-- Records for the exercise --
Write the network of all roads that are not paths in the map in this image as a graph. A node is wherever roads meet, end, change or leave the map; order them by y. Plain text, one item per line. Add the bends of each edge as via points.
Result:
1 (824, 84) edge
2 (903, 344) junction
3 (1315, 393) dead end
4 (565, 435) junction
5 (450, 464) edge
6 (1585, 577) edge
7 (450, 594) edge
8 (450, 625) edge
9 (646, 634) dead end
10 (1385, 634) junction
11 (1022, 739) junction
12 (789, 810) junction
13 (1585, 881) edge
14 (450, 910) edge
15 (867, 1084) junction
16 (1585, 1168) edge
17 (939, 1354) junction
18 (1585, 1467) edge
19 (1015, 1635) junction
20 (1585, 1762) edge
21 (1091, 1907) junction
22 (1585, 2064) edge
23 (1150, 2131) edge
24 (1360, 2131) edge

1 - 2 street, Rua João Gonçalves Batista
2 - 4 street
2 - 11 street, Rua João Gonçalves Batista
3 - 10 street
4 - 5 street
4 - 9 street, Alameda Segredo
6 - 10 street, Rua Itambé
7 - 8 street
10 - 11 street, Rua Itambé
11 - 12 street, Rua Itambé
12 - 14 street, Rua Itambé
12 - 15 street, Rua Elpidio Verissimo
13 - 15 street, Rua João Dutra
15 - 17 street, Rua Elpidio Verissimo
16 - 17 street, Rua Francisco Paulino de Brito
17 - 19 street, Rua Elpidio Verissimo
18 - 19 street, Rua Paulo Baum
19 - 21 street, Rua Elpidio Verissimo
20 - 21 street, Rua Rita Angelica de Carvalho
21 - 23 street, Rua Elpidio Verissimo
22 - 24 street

-- What is being asked --
Exactly as it appears above, retype the material in full.

-- Response box --
Write the network of all roads that are not paths in the map in this image as a graph. A node is wherever roads meet, end, change or leave the map; order them by y. Plain text, one item per line. Add the bends of each edge as via points.
Result:
1 (824, 84) edge
2 (903, 344) junction
3 (1315, 393) dead end
4 (565, 435) junction
5 (450, 464) edge
6 (1585, 577) edge
7 (450, 594) edge
8 (450, 625) edge
9 (646, 634) dead end
10 (1385, 634) junction
11 (1022, 739) junction
12 (789, 810) junction
13 (1585, 881) edge
14 (450, 910) edge
15 (867, 1084) junction
16 (1585, 1168) edge
17 (939, 1354) junction
18 (1585, 1467) edge
19 (1015, 1635) junction
20 (1585, 1762) edge
21 (1091, 1907) junction
22 (1585, 2064) edge
23 (1150, 2131) edge
24 (1360, 2131) edge

1 - 2 street, Rua João Gonçalves Batista
2 - 4 street
2 - 11 street, Rua João Gonçalves Batista
3 - 10 street
4 - 5 street
4 - 9 street, Alameda Segredo
6 - 10 street, Rua Itambé
7 - 8 street
10 - 11 street, Rua Itambé
11 - 12 street, Rua Itambé
12 - 14 street, Rua Itambé
12 - 15 street, Rua Elpidio Verissimo
13 - 15 street, Rua João Dutra
15 - 17 street, Rua Elpidio Verissimo
16 - 17 street, Rua Francisco Paulino de Brito
17 - 19 street, Rua Elpidio Verissimo
18 - 19 street, Rua Paulo Baum
19 - 21 street, Rua Elpidio Verissimo
20 - 21 street, Rua Rita Angelica de Carvalho
21 - 23 street, Rua Elpidio Verissimo
22 - 24 street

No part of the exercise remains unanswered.